Charles Brandt: "Jimmy was put in an incinerator and cremated?"
Frank Sheerhan: "Yeah."
According to Sheerhan, two other men were waiting inside the house for Hoffa. They were cleaners, Sheerhan said, assigned to handle the scene and the body.
Charles Brandt: "What happens to the blood in the house?"
Frank Sheerhan: "Clean up guys to clean up. They had to make sure everything's okay, everything's wiped down and all."
Sheerhan identified the cleaners as brothers, Tom and Steve Andretta. Those same names are listed among the FBI's original suspects. Hoffa's body was bagged and whisked to a mortuary that was less than two minutes drive from the house where it was immediately cremated.

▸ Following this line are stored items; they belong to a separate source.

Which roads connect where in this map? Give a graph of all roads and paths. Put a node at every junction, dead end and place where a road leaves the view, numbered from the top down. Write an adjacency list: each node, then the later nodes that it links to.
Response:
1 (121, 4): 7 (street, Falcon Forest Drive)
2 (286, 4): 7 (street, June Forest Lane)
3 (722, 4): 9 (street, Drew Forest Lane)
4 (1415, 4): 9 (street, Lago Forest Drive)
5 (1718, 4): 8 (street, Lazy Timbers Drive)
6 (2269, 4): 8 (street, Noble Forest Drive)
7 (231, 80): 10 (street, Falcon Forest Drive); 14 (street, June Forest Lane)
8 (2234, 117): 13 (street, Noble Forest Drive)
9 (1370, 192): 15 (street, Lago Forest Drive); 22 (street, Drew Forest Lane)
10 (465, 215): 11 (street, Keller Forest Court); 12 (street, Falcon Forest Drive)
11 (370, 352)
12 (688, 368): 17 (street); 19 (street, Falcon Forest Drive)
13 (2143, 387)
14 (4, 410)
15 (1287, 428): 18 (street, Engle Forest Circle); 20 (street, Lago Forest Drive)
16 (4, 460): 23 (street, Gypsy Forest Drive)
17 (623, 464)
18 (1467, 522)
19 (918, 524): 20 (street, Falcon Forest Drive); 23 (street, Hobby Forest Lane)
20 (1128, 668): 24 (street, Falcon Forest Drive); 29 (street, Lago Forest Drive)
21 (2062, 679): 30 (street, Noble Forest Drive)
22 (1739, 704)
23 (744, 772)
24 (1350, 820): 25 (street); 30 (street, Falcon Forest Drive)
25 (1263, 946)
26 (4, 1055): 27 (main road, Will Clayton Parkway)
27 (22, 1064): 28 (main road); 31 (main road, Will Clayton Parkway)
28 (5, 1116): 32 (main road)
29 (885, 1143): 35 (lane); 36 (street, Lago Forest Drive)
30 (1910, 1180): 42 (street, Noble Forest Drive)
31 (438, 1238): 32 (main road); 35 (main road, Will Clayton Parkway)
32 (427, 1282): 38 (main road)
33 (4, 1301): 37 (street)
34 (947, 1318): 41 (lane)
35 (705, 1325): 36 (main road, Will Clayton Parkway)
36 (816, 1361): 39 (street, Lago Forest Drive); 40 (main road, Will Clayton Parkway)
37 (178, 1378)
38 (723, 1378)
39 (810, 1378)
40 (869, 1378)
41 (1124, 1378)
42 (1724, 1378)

Charles Brandt: "How incredibly easy it would have been in 1975 to dispose of a body in one of those ovens? The box is never opened. It's sealed. An hour after it's gone, all trace of Hoffa is gone. His jewelry is dust."
Frank Sheerhan: "If they would have buried him in the ground, they would have found him. They didn't cause there was nothing left but dust."
As for the alleged cleaners, both served prison time following Hoffa's death. Steve Andretta died a few years ago. His brother Tommy -- now 68 -- lives in Las Vegas in a quiet neighborhood. The I-Team sent a request for an interview but received no response.
This may not be the final word on the Hoffa mystery, but those who know the case well say all the pieces fit.
Stan Hunterton commented, "It may not have happened exactly that way, but I think that's the gist of it."
While no one was ever convicted for the Hoffa murder, the Department of Justice prosecuted more than 30 mob figures for other crimes uncovered during the Hoffa investigation. Basically, everyone linked to the case did time for one crime or another, including Frank Sheerhan and Las Vegan Tommy Andretta.